We need a tax code that is understandable, fair, and fiscally responsible — one that “helps working Americans trying to get a leg up in the new economy,” as President Barack Obama said in his State of the Union address.
Unfortunately, the 114th Congress is off to a bad start on tax policy.
House Republicans who call themselves “deficit hawks” just passed two bills making permanent tax changes without addressing the $100 billion hit to the deficit.

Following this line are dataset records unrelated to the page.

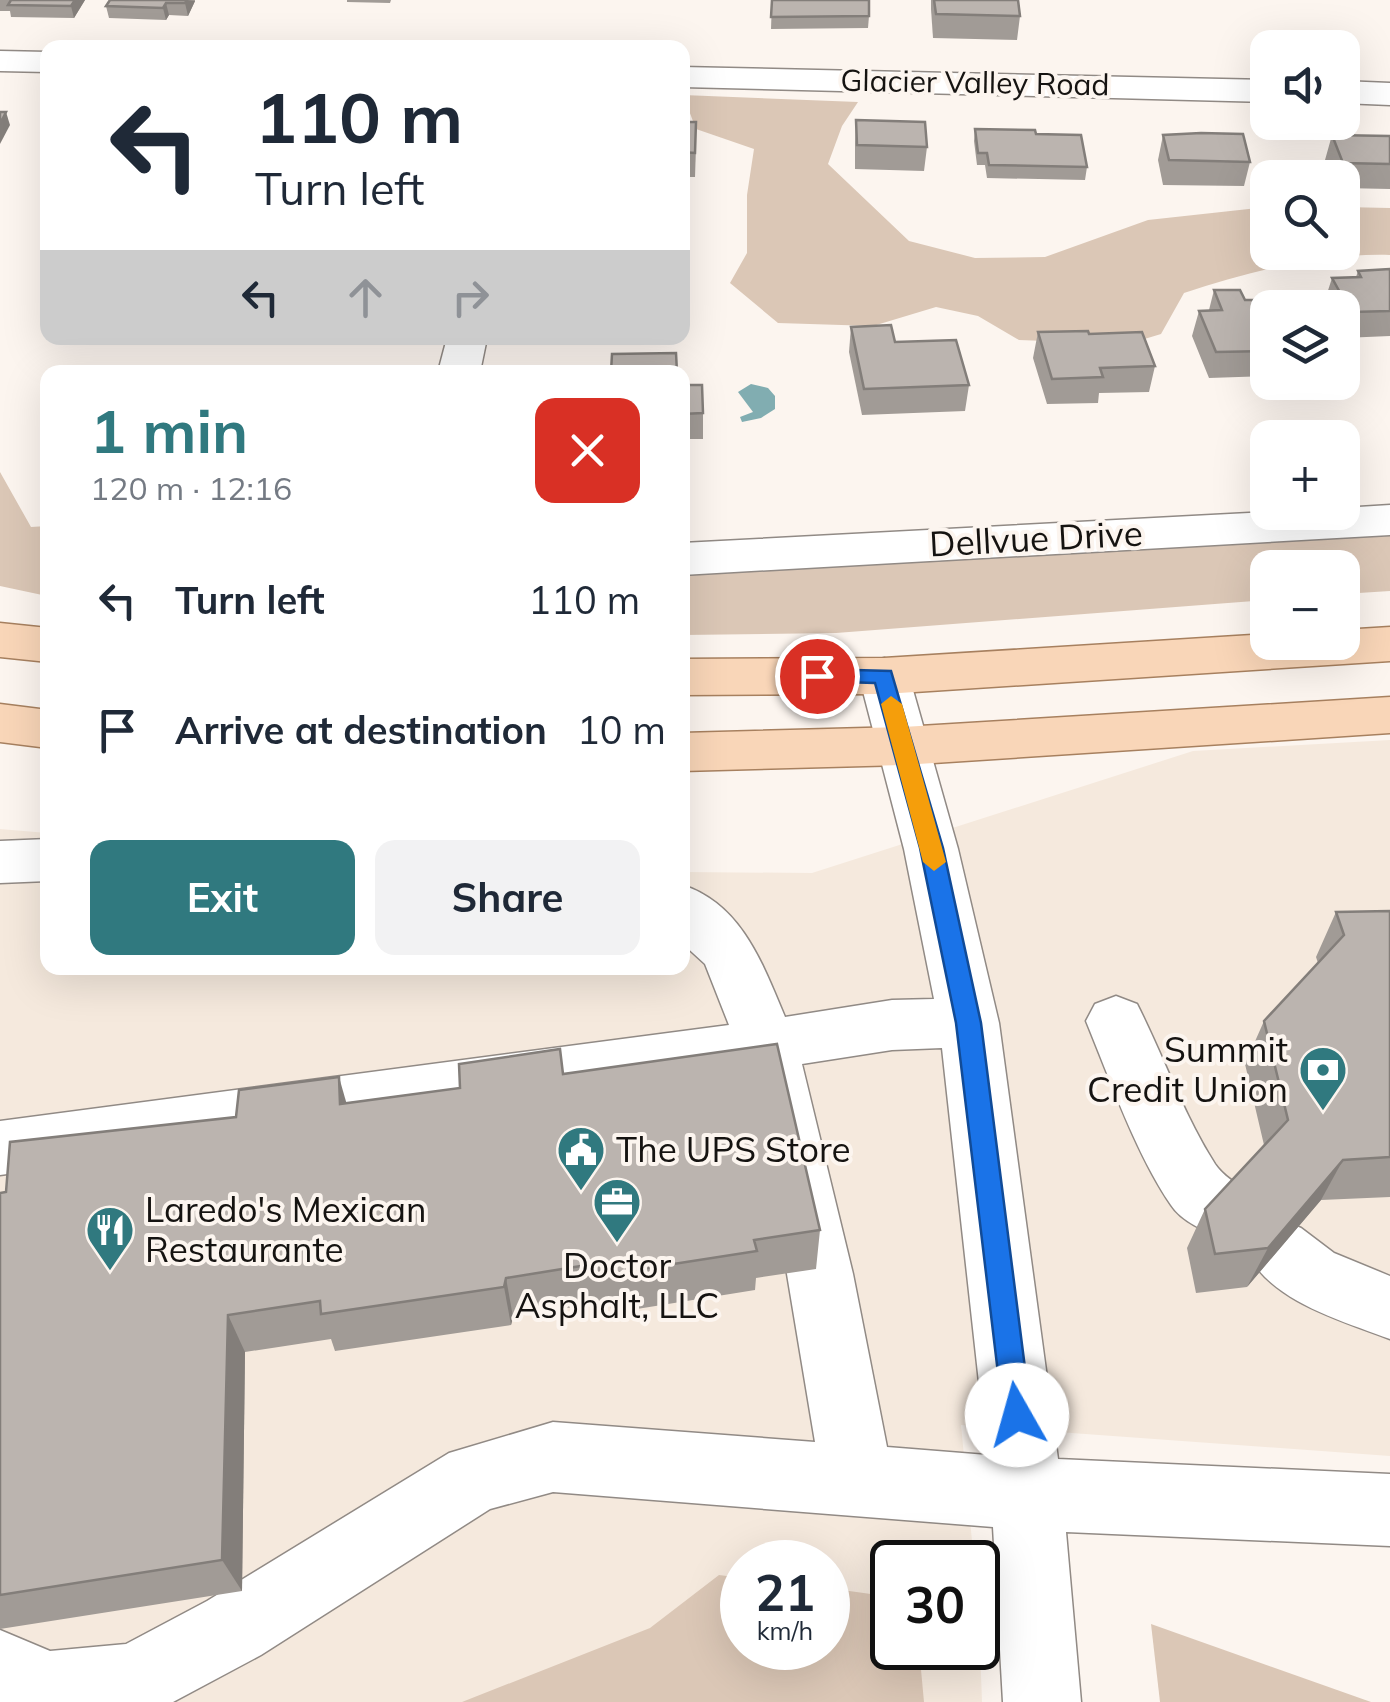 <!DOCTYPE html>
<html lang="en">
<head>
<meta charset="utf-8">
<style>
	body { margin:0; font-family:Mulish,sans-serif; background:#f2f2f3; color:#1f2937; height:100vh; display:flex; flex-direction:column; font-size:38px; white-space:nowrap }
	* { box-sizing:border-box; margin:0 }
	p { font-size:32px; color:#747a83 }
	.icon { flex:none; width:55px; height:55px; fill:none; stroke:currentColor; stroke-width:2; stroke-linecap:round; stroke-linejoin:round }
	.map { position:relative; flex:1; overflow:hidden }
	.panel { position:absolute; left:40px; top:365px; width:650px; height:610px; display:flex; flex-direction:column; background:#fff; border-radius:20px; box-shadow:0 10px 40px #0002 }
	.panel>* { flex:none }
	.banner { position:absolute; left:40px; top:40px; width:650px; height:305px; border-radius:20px; box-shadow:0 10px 40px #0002; background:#fff; color:#1f2937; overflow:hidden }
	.controls { position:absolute; left:1250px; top:30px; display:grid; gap:20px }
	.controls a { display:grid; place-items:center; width:110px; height:110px; border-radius:20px; background:#fff; box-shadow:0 10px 40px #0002; font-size:50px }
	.speed { position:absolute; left:720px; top:1540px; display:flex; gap:20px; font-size:50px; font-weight:700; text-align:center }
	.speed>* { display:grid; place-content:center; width:130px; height:130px; border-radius:50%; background:#fff; box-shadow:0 10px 40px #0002; line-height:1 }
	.speed small { font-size:25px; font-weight:400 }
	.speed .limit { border:5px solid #111; border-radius:15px; background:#fff; color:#111 }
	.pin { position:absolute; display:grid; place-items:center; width:85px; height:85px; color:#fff; margin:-42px; border:5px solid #fff; border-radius:50%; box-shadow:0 2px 10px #0007 }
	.me { position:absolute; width:110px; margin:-55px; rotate:353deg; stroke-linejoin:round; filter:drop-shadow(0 0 8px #0008) }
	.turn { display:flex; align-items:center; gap:35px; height:210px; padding:0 50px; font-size:45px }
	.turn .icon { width:130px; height:130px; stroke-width:2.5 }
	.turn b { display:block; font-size:70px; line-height:85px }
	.lanes { display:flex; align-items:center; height:95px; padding:0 50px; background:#0003; justify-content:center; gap:50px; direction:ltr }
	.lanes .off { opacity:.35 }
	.round { display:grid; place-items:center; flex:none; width:105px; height:105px; border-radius:20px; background:#f2f2f3 }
	.head { display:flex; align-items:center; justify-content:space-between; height:170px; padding:0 50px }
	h1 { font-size:60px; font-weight:700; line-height:75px; color:#30797f }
	.action { display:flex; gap:20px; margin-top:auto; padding:20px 50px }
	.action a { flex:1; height:115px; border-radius:20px; background:#30797f; color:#fff; font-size:40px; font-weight:700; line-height:115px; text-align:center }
	.action a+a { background:#f2f2f3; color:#1f2937 }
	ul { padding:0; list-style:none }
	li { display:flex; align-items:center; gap:30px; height:130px; padding:0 50px }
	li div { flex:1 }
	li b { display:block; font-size:38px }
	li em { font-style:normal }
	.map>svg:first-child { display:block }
</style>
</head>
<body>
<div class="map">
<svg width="1390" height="1702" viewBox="0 0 1390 1702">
	<rect width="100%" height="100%" fill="#fcf5ef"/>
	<path fill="#f5e9dd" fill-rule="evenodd" d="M 1390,740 L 1390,1456 L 961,1425 L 974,1562 L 892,1562 L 892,1648 L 978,1648 L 978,1593 L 982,1702 L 0,1702 L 0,829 L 47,833 L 48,968 L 682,968 L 683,872 L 812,873 L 1193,751 ZM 742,1562 L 828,1562 L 828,1648 L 742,1648 Z"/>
	<g fill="#dbc7b6">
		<path d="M 683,95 L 858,102 L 842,126 L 828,164 L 909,241 L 975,258 L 1045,257 L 1148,220 L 1267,207 L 1268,252 L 1342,252 L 1343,207 L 1390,208 L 1390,255 C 1321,253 1250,271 1184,293 L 1161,334 L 1128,344 L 1019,340 L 978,316 L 936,307 L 873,326 L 778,323 L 730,283 L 747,253 L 747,195 L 754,149 L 696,129 Z"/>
		<polygon points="0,472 31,527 47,526 47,596 0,586"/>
		<polygon points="1390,533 1390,591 1343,594 1342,568 1268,568 1267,600 836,633 683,635 682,574"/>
		<polygon points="719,1575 742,1578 742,1648 828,1648 828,1588 892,1597 892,1648 919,1648 924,1702 462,1702 650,1628"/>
		<polygon points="1151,1624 1371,1702 1160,1702"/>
	</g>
	<polygon fill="#81adb1" points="751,384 768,388 775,396 775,409 761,418 742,422 740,417 753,412 738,392"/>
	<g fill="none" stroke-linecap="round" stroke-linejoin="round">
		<g stroke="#918a85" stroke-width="3">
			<g id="minor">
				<polygon points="0,51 48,52 48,72 0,71"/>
				<polygon points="682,67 1268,80 1268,102 682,87"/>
				<polygon points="1342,81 1390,83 1390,105 1342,103"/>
				<polygon points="447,338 487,338 480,372 438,372"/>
				<polygon points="1390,505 1390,535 682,575 682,543 1268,512 1342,512 1342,508"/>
				<path d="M 884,658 L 902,663 L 909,676 L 958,849 L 999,1023 L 1058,1459 L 1390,1474 L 1390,1546 L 1066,1532 L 1081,1702 L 1003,1702 L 993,1527 L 553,1492 L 490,1509 L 261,1655 L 173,1702 L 0,1702 L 0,1630 L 50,1651 L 126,1644 L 207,1601 L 449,1453 L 553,1422 L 815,1442 L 787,1274 L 743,1073 L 0,1175 L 0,1121 L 729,1025 L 705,964 L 682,943 L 682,885 C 742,904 763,965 785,1017 L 892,1000 L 934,999 L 904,849 L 859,676 L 866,663 ZM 942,1048 L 987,1455 L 887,1447 L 853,1274 L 802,1064 L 892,1050 Z"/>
				<polygon points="48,839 48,881 0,883 0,841"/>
				<path d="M 1116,996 L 1137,1004 C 1164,1057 1183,1114 1215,1164 C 1229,1184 1242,1180 1255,1209 L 1246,1229 L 1223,1238 C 1205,1231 1182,1222 1171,1205 C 1137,1156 1109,1077 1086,1021 L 1095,1004 Z"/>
				<path d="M 1278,1219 L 1301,1228 L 1334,1253 L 1390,1276 L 1390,1339 C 1340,1320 1269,1301 1245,1249 L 1255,1228 Z"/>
			</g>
		</g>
		<g stroke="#a7805f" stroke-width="3">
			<g id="major">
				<polygon points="0,623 48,628 48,662 0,657"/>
				<polygon points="1390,627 1390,661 884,694 682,695 682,659 884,658 1268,634 1268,642 1342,642 1342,630"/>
				<polygon points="1390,697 1390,733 903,765 682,771 682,733 903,727"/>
				<polygon points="0,704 48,710 48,748 0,742"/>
			</g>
		</g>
		<use href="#minor" fill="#fff" fill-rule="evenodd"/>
		<use href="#major" fill="#f9d6b8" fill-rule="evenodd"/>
	</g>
	<g fill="#a19b96">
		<polygon points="0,0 85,0 74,18 11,17 10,11 0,11"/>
		<polygon points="110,0 195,0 195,1 188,16 169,15 166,20 109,18 106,6"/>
		<polygon points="347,0 391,0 390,3 347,2"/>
		<polygon points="772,0 869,16 868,28 771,29"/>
		<polygon points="931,0 1018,0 1020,16 1017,40 933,38 931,9"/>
		<polygon points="856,120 927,147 924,171 855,169 855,144"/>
		<polygon points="682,122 696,147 695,177 682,177"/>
		<polygon points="975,129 1036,134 1087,167 1085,180 987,178 985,165 977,165 974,141"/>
		<polygon points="1163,135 1250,162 1244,186 1163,185 1158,160"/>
		<polygon points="1332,135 1390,136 1390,189 1342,188 1342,178 1332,178 1325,160"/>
		<polygon points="1390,269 1390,336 1343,338 1342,308 1327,308 1324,303 1332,278 1356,277 1358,271"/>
		<polygon points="1214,290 1268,308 1268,376 1209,378 1192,336 1199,311 1209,310"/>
		<polygon points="851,327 895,342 969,385 965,411 862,415 849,352"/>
		<polygon points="1038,332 1089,334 1155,366 1149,392 1099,393 1098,403 1047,404 1033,358"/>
		<polygon points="587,338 647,338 646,340 587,339"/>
		<polygon points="682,385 703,413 703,439 682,439"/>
		<polygon points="1390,911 1390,1197 1321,1200 1247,1287 1196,1293 1187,1248 1205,1209 1264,1145 1245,1064 1264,1021 1318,963 1316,957 1336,912"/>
		<polygon points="563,1074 820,1230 816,1269 756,1278 755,1290 612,1313 609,1301 513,1317 511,1325 335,1351 331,1339 245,1352 242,1591 0,1629 0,1193 236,1117"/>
	</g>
	<g fill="#837e7a">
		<polygon points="75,0 85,0 74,18 71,6"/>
		<polygon points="187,0 195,1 188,16 185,3"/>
		<polygon points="166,3 169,15 166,20 163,8"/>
		<polygon points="6,112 10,125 0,144 0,124"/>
		<polygon points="339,1077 351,1119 340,1104"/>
		<polygon points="1343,1160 1321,1200 1247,1287 1268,1248"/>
		<polygon points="506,1278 513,1317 511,1325 504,1287"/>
		<polygon points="228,1315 245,1352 242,1591 222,1560"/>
	</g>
	<g fill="#bbb4af" stroke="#837e7a" stroke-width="2.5">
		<polygon points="11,0 75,0 71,6 8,5"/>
		<polygon points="110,0 187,0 185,3 166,3 163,8 106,6"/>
		<polygon points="772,0 869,0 869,16 771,17"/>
		<polygon points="934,0 1018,0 1020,16 936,14"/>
		<polygon points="0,112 6,112 0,124"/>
		<polygon points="856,120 925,122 927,147 857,145"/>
		<polygon points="682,122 696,122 695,153 682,152"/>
		<polygon points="975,129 1035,130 1036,134 1081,135 1087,167 989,165 987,153 978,153"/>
		<polygon points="1201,133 1243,134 1250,162 1169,160 1163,135"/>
		<polygon points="1332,135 1390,136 1390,164 1343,163"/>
		<polygon points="1390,269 1390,311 1351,312 1332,278 1361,277 1358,271"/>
		<polygon points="1214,290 1240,290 1245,300 1276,300 1280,308 1268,308 1268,351 1216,352 1199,311 1222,310"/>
		<polygon points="891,325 895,342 956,340 969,385 864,389 851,327"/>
		<polygon points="1088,331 1089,334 1142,332 1155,366 1100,368 1103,377 1052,379 1038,332"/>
		<polygon points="676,353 677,372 611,372 612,354"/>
		<polygon points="682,385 702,385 703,413 682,414"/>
		<polygon points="1390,911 1390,1157 1343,1160 1268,1248 1215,1254 1205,1209 1288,1120 1264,1021 1344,935 1336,912"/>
		<polygon points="777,1044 820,1230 754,1240 757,1251 609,1274 606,1262 506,1278 504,1287 321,1314 320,1301 228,1315 222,1560 0,1595 0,1193 6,1192 10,1142 236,1117 239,1090 339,1077 340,1104 460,1088 459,1064 560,1049 563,1074"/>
	</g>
	<polygon fill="#1a73e8" stroke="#114b97" stroke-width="2.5" points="817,669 891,671 943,848 981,1023 1031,1415 1027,1425 1017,1429 1007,1425 1003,1415 956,1023 920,848 875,683 809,681 806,676"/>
	<polygon fill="#f59e0b" points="891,696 902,704 946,862 934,871 923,862 881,704"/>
	<defs>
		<g id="bank-pin" transform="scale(2.5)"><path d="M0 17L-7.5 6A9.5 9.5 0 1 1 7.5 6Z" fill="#30797f" stroke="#fcf5ef"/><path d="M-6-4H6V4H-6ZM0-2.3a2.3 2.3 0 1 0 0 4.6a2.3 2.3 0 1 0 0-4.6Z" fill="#fff"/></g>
		<g id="civic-pin" transform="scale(2.5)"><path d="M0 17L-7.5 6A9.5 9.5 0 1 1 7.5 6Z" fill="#30797f" stroke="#fcf5ef"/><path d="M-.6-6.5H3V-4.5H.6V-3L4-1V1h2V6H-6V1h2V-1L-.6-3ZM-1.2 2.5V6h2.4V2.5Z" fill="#fff"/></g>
		<g id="office-pin" transform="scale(2.5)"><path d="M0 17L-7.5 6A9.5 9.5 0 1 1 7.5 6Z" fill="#30797f" stroke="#fcf5ef"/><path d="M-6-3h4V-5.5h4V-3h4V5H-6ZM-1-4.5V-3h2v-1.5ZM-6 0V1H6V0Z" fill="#fff"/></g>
		<g id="restaurant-pin" transform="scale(2.5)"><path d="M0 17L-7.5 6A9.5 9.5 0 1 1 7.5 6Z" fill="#30797f" stroke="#fcf5ef"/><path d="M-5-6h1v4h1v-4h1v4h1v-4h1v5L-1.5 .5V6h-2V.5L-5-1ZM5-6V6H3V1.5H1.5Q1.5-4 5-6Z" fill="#fff"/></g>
	</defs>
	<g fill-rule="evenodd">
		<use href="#bank-pin" x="1323" y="1070"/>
		<use href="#civic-pin" x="581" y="1150"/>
		<use href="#office-pin" x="617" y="1202"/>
		<use href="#restaurant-pin" x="110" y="1230"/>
	</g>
	<g text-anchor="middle" stroke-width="8" stroke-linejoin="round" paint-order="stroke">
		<g font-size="30" fill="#151311" stroke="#fcf5ef">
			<text transform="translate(975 83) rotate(1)" y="10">Glacier Valley Road</text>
		</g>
		<g font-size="35" fill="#151311" stroke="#fcf5ef">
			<text transform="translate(1036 539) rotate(-3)" y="12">Dellvue Drive</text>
		</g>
		<g font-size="35" fill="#151311" stroke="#fcf5ef" text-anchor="start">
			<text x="1288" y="1062" text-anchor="end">Summit<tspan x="1288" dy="40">Credit Union</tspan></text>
			<text x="616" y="1162">The UPS Store</text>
			<text x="145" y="1222">Laredo's Mexican<tspan x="145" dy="40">Restaurante</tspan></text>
			<text x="617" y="1278" text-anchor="middle">Doctor<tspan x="617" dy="40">Asphalt, LLC</tspan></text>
		</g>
	</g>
</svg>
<div class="controls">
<a><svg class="icon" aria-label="sound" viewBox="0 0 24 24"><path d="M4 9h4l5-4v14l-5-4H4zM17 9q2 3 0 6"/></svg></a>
<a><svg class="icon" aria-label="search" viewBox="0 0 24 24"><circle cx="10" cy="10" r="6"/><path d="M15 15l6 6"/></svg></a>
<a><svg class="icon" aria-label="layers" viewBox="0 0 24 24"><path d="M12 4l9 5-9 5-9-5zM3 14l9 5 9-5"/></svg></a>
<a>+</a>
<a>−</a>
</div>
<div class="speed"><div>21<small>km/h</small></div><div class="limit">30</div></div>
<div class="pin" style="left:817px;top:676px;background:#d93025"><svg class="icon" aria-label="arrive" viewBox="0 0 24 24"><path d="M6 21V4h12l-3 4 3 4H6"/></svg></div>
<svg class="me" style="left:1017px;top:1415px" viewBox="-20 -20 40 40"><circle r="19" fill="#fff"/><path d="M0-13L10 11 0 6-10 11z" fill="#1a73e8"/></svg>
<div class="banner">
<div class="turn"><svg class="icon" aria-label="left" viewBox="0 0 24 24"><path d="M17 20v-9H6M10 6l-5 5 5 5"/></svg><div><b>110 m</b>Turn left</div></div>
<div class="lanes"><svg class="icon" aria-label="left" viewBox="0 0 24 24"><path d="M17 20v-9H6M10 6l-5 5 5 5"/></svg><svg class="icon off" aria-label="ahead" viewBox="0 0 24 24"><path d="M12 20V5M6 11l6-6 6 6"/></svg><svg class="icon off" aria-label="right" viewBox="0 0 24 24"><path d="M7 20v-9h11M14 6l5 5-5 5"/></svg></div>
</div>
<section class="panel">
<div class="head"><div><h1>1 min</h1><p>120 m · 12:16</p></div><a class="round" style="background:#d93025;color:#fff"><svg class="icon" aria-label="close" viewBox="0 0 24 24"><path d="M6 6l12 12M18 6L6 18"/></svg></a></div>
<ul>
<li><svg class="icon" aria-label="left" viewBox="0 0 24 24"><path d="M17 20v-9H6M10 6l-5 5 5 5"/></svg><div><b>Turn left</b></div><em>110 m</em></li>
<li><svg class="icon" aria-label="arrive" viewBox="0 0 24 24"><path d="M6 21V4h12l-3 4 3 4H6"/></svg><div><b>Arrive at destination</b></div><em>10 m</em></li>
</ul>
<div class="action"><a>Exit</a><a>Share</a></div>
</section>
</div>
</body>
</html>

The debate defied conventional wisdom: Democrats proposed amendments to offset the deficit impact, while Republicans voted the amendments down and gave flowery speeches about how unfunded tax deductions for food banks were critical in the “fight against hunger,” an abrupt political pivot from recent GOP attempts to slash $40 billion from Food Stamps.
We saw the same partisan posturing last year. House Republicans singled out popular tax breaks that were expiring in 2015 and held votes to permanently extend them without any offset, ballooning the deficit by $800 billion. They spoke of needy constituencies that benefit from these tax breaks, ignoring previous GOP votes to slash vital programs for the same constituencies.
These orchestrated “gotcha” votes are a familiar game used for setting up attack ads in the next election (“Why did your congressman vote against charitable donations to fight hunger?”). Democrats do the same thing with clever “motions to recommit” to trap Republicans into uncomfortable votes.
These political games must end.
But there’s a broader, more sinister strategy here: Creating deficit pressure to drive harsh cuts in the social safety net. We see it in the Republican push to lift “sequester” budget constraints for defense spending. And in the House Rules change spearheaded by Rep. Paul Ryan, chairman of the Ways and Means Committee. Chairman Ryan believes fiscal impacts of legislation should be evaluated by “dynamic scoring” that assumes tax cuts magically pay for themselves. “Dynamic scoring” is a farce; it applies to tax cuts but not to investments in infrastructure or education. The nonpartisan Congressional Budget Office, like most credible economists, rejects it outright. So Chairman Ryan changed the rules to force CBO to use “dynamic scoring.” This lets House Republicans pretend that cutting taxes is always great for the economy and the budget, and investments in things like infrastructure and schools simply drain the budget without any economic benefits.
Last year, Chairman Ryan said: “if Washington is serious about helping families, then it needs to get serious about the national debt.” I agree. But inflating the deficit with unpaid-for tax policies and defense spending while cooking the books with “dynamic scoring” is not getting serious; it’s playing politics. America deserves better.
Like most Democrats, I support the charitable deduction and many other tax breaks. We should extend them, but let’s be honest about how we do that.
I won’t play into a cynical strategy to force harsh cuts that hurt the very families and institutions I want to help. If we’re truly serious about the national debt, let’s find a bipartisan way to fund these tax extenders—closing loopholes, new revenues, or cuts somewhere other than vital social services.
We can improve our tax code and get our fiscal house in order, but it’s going to require more honesty and less partisan theater than we’ve seen so far in this Congress.